Facts don’t care about your feelings, the hackneyed cliché goes. Most people probably don’t either; but at least some do or could. In any case people are appropriate subjects for that little verb, care, a verb whose applicability, they say, modern science has severely restricted. As it turns out, not only facts but most things—wooden dolls, jewels, chess-playing machines and all other manner of human contrivances, but also the moon, the rings of Saturn, volcanos and the weather—aren’t burdened with preferences, and so aren’t liable to care about the vicissitudes of any destiny, not to mention your feelings.

But people are liable to care, say, about your resentful seething, or your desperate pining, especially if they happen (or fail) to be their target. The deeds your feelings motivate may be something they suffer or enjoy, hence wish to avoid or bring about. This is the basis of conflict, but also of transaction.
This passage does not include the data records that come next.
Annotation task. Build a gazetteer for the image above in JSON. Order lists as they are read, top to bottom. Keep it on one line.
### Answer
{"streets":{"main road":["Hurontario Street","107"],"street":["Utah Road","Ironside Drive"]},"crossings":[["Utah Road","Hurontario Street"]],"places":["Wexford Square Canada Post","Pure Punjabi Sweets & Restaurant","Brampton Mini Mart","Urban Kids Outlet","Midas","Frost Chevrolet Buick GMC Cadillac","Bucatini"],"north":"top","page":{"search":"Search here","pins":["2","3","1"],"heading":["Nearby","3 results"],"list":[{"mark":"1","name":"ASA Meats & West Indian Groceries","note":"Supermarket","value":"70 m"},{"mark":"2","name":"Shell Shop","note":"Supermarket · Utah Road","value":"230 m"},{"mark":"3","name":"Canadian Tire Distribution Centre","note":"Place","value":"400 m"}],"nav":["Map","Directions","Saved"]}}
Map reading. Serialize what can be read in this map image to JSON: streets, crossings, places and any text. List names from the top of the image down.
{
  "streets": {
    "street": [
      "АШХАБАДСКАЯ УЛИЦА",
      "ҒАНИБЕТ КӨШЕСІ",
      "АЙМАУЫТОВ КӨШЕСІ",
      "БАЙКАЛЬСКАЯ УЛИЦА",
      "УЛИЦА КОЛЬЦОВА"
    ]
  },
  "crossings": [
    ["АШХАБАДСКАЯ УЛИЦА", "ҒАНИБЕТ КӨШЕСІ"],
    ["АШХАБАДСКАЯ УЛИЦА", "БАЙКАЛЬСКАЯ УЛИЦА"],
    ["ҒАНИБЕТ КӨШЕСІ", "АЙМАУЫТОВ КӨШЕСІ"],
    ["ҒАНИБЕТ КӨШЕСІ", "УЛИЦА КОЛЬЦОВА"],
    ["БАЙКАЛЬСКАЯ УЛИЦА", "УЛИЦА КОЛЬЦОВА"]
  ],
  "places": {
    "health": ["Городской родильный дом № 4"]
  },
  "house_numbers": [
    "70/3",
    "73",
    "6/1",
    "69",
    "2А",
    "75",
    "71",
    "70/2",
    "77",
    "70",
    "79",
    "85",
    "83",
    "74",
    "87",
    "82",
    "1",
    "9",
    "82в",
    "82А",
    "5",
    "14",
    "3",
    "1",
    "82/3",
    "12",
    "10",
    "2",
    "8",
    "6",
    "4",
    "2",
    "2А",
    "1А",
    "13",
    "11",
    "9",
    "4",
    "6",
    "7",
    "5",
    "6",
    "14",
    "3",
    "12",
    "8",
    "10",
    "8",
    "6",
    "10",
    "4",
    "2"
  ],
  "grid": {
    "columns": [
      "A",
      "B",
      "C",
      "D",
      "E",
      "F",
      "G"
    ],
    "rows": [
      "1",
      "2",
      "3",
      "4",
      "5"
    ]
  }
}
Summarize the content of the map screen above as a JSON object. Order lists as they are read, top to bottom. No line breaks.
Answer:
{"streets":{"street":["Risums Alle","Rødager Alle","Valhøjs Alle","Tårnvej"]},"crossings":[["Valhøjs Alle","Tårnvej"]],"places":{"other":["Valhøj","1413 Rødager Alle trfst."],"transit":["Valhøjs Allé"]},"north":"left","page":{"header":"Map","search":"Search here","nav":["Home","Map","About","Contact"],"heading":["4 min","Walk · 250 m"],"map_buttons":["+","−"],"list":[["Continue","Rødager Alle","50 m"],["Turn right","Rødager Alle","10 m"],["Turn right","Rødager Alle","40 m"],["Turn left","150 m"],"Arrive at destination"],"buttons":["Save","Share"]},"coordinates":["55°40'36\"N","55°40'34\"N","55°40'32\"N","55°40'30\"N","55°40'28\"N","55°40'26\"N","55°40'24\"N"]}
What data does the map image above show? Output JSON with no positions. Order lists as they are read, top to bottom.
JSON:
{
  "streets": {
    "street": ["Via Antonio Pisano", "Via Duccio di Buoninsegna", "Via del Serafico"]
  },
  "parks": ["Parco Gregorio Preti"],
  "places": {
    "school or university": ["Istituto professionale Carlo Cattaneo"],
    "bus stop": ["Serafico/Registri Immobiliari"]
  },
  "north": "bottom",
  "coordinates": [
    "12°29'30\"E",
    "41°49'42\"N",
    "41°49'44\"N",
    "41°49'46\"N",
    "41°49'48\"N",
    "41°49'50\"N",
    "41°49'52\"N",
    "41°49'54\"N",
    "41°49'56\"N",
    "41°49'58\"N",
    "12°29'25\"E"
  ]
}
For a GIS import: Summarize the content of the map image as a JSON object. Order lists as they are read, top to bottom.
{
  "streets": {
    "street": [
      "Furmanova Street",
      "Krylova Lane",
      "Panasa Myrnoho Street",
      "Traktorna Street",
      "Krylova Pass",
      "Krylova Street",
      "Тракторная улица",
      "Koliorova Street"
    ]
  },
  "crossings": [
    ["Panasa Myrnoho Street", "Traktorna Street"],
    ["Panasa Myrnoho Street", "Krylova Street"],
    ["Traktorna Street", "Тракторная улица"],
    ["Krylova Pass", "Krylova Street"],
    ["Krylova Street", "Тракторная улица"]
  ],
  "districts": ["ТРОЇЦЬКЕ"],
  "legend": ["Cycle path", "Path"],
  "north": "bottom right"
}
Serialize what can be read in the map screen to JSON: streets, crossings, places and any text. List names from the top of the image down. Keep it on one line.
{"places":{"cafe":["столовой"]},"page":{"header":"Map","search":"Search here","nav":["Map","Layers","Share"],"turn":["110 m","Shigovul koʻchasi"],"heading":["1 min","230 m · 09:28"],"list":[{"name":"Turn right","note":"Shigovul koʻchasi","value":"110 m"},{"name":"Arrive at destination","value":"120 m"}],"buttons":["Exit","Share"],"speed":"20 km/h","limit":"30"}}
You can negotiate with people; they, too, are beset with feelings, which might make them care about yours (and so on). Such a dance requires, first of all, recognizing the outward signs of your counterpart’s desires, or what is called language. If it is true that you cannot haggle the clouds for some rain, it is not because they are so stubborn but because, free of want, they offer no invitation to this inaugural interpretive step, emit noise but do not speak.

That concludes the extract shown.